By challenging visitors with a series of images for which it knows the orientation, and one for which it doesn’t, Google can screen out the bots and steadily accumulate statistics about the unknown image: If visitors tend to agree which way is up, it’s appropriate for inclusion, and if they disagree, the image may be too difficult.

Google employees Rich Gossweiler, Maryam Kamvar and Shumeet Baluja describe the image selection process in a paper, “What’s Up CAPTCHA?” that they will present next Thursday at the WWW 2009 conference in Madrid.

They are not the first to consider using photographs in CAPTCHAs.

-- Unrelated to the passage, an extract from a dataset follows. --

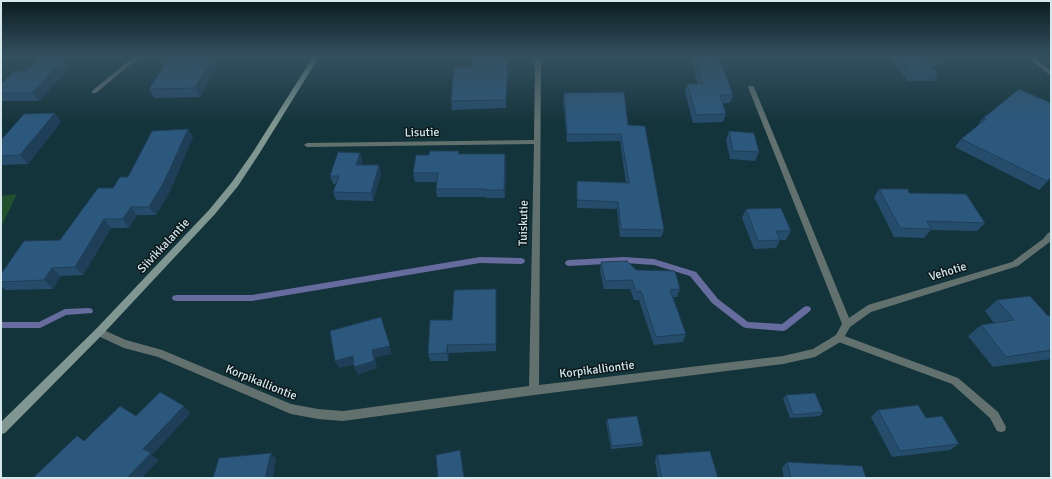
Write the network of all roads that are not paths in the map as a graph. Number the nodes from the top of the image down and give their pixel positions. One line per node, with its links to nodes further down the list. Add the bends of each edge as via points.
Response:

For instance, in August 2007, Microsoft asked visitors to distinguish between cats and dogs in an attempt to stop the spam bots.

Recent advances in face recognition software, though, may have rendered that approach obsolete: Apple’s iPhoto application can already identify cats’ faces, but has trouble with dogs, suggesting that software capable of deliberately distinguishing between the two may not be far off.

However clever Google gets, though, the spammers may be cleverer. There is evidence that they are employing humans to crack the current crop of CAPTCHAs, presenting the challenges as a game, paying people in low-income countries to solve them-or reframing the CAPTCHAs as a way to gain access to porn sites. Against that kind of attack, there is little that Google can do.